### PROBLEM DETAILS
For the material that follows, tally the lines holding "nowrap" and give the total alone.

### TASK INPUT
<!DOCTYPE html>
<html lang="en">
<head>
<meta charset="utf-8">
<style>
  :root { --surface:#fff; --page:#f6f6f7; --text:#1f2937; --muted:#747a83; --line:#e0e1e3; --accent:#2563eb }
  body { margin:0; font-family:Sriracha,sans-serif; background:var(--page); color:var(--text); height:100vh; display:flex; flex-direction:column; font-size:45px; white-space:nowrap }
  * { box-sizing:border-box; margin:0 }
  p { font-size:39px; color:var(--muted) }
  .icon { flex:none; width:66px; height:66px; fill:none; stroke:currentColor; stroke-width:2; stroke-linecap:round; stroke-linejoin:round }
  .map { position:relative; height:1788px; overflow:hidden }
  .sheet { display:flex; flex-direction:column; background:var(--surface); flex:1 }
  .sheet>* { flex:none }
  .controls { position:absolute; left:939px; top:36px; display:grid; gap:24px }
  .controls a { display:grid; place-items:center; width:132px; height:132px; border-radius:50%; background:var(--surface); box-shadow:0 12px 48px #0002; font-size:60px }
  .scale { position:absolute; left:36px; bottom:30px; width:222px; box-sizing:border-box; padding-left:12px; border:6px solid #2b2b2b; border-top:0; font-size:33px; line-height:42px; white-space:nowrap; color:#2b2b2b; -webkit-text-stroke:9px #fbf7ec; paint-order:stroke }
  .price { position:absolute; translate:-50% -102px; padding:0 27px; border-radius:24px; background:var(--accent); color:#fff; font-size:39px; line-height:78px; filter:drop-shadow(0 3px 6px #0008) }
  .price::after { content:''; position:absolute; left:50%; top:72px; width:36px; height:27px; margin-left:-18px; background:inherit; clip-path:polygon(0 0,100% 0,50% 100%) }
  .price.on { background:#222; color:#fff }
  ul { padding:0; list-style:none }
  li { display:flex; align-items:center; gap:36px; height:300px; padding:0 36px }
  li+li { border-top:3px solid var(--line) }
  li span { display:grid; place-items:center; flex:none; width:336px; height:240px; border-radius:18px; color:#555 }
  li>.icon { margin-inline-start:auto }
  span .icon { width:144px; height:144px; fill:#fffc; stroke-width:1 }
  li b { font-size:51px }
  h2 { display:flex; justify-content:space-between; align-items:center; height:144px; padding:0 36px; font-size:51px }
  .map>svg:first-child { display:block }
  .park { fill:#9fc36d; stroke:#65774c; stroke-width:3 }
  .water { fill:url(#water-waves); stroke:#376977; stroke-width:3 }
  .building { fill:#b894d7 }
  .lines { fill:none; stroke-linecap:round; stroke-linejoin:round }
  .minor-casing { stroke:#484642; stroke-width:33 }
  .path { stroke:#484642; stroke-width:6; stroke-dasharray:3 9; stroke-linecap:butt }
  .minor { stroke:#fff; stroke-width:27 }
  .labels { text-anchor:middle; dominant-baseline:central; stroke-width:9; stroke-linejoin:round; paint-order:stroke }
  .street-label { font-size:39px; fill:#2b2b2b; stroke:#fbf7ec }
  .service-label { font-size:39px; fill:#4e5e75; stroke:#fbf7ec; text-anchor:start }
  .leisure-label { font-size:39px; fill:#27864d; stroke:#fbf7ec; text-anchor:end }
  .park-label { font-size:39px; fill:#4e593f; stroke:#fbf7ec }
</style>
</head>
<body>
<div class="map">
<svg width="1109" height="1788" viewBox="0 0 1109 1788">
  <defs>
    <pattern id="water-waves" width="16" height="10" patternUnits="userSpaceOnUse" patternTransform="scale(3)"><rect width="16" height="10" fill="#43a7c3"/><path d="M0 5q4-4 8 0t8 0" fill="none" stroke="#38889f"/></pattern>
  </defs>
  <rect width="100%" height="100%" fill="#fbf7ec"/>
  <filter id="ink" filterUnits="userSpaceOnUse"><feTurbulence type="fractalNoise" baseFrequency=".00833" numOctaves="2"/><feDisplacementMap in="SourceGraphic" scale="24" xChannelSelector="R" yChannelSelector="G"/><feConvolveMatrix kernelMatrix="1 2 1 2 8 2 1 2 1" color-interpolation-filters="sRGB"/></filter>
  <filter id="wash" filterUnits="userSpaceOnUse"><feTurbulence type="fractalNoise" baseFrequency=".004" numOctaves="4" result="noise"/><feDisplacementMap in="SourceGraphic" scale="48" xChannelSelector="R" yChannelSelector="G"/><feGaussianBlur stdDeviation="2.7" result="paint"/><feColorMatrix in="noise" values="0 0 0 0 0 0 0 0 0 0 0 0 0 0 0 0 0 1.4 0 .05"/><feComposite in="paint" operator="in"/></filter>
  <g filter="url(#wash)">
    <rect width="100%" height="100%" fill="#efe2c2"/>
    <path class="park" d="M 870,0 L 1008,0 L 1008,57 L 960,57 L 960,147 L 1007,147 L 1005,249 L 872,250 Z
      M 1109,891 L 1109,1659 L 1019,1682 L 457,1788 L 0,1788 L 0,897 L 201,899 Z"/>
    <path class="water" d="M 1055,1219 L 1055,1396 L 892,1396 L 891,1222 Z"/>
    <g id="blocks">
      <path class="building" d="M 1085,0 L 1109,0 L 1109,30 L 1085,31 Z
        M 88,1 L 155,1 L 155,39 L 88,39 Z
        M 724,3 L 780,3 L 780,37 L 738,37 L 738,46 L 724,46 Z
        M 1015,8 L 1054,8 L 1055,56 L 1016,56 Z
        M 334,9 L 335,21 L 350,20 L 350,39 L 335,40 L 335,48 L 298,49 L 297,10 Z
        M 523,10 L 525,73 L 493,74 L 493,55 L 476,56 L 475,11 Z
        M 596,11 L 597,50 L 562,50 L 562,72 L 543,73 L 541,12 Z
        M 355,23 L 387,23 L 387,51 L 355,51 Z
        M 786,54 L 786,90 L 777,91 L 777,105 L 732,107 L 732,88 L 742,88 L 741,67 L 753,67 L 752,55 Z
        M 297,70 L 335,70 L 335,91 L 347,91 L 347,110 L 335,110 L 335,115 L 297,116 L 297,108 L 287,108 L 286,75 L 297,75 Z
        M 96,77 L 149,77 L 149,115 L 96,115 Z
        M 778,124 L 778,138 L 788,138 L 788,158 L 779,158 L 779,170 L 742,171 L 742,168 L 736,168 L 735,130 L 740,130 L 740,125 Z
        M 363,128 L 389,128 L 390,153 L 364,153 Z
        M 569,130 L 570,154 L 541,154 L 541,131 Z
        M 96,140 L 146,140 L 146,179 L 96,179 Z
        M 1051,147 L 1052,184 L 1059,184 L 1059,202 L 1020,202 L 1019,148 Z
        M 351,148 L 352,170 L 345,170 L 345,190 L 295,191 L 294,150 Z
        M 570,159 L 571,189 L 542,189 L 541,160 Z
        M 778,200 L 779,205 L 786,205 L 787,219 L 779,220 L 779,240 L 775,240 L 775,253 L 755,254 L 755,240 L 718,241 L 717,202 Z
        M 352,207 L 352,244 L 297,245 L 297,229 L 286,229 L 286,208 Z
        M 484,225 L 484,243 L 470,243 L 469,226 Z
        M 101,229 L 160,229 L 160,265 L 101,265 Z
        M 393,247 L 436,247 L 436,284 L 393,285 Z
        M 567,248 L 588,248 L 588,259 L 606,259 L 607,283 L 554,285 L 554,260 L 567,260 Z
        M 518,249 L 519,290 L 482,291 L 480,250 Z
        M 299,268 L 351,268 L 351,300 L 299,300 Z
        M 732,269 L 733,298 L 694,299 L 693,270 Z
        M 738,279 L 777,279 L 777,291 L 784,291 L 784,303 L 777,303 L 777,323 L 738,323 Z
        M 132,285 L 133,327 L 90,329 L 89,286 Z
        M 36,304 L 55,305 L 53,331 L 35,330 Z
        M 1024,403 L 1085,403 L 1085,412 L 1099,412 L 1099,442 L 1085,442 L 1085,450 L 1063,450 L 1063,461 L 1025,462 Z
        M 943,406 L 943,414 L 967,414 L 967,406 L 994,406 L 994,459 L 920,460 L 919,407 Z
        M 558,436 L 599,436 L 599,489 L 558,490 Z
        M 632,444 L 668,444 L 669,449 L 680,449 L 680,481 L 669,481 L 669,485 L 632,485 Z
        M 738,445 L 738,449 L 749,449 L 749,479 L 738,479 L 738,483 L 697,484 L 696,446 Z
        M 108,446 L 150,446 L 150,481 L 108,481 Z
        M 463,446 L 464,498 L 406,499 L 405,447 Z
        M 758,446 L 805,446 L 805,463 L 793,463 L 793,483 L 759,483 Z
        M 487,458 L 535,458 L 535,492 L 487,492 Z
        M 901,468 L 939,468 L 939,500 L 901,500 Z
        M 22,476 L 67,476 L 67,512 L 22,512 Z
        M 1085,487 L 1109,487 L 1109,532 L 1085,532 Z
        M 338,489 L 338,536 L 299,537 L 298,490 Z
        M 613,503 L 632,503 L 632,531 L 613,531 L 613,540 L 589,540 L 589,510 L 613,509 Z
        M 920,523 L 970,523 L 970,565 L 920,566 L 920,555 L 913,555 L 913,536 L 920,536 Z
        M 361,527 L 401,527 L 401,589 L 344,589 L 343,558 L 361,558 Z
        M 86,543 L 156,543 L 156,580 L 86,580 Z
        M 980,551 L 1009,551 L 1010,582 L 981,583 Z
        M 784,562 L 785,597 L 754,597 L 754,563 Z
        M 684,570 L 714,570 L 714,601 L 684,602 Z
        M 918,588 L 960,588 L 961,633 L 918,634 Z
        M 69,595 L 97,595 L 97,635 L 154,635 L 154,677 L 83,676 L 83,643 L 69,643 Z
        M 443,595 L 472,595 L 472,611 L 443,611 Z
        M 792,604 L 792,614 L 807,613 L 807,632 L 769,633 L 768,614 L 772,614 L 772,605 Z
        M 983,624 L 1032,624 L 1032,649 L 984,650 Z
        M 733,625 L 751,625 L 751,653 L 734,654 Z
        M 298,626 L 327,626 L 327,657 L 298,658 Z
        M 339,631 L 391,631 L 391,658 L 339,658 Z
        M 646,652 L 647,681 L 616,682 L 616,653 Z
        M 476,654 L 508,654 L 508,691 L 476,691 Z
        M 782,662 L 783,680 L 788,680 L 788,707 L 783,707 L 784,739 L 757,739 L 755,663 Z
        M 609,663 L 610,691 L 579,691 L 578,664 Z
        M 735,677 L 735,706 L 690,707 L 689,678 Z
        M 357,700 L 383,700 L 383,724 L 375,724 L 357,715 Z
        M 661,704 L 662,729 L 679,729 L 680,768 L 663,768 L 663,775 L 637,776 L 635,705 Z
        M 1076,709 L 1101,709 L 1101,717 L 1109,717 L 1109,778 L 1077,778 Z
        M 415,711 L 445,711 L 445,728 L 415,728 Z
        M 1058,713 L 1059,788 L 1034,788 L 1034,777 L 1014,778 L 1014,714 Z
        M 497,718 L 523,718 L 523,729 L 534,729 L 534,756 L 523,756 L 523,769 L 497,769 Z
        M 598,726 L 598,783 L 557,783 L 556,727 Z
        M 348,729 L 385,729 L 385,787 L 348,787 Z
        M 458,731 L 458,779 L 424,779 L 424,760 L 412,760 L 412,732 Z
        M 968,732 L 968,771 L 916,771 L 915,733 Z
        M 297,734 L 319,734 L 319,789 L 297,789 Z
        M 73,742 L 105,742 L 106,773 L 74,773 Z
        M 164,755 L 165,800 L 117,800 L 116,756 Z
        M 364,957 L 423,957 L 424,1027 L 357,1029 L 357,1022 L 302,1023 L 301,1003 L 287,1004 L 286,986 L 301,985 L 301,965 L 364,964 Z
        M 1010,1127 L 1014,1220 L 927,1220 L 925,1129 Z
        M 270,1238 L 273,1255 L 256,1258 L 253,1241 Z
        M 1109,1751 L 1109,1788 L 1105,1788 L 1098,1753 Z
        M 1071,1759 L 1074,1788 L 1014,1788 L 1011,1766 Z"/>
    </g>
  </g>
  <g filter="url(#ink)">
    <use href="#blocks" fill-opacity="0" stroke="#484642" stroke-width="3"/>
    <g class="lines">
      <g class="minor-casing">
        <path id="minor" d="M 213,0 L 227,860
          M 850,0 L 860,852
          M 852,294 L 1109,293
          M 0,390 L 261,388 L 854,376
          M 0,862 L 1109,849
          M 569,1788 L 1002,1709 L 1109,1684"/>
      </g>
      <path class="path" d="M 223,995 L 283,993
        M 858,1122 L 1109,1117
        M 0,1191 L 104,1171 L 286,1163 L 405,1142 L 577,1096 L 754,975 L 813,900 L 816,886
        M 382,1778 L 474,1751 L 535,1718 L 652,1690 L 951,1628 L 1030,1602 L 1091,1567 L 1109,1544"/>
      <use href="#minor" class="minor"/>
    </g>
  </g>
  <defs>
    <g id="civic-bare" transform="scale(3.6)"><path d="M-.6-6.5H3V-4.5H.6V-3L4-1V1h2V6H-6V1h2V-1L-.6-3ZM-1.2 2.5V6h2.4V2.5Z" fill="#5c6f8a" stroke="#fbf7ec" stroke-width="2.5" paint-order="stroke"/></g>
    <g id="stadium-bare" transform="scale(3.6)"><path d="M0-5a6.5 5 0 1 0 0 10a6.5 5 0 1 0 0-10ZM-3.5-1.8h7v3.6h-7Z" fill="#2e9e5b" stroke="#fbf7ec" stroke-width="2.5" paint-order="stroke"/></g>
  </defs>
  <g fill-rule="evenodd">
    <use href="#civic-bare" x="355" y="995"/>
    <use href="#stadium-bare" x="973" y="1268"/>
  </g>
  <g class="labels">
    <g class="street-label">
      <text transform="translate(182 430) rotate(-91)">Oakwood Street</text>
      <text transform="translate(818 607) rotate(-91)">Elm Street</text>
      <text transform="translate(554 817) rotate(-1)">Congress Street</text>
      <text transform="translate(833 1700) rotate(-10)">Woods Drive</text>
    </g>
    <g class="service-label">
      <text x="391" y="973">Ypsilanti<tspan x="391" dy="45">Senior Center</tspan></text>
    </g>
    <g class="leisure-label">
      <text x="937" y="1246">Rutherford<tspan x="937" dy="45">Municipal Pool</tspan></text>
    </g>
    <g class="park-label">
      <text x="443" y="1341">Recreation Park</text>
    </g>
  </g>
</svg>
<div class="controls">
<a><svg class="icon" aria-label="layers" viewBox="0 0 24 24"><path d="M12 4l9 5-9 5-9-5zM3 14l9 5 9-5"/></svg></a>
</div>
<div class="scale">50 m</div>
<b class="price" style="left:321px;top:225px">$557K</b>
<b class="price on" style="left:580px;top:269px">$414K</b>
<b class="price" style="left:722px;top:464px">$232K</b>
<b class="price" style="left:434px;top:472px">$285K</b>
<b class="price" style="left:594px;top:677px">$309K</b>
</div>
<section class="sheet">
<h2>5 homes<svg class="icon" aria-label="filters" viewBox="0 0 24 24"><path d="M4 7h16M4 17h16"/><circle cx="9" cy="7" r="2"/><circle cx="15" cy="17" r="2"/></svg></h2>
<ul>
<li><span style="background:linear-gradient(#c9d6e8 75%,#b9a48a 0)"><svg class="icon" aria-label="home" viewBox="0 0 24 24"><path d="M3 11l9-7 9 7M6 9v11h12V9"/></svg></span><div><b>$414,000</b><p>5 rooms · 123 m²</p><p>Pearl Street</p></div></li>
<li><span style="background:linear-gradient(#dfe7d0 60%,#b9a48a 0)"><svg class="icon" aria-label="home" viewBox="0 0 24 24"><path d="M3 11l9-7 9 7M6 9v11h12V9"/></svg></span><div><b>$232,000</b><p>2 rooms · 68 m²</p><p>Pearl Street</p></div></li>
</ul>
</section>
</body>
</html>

### EXPECTED ANSWER
2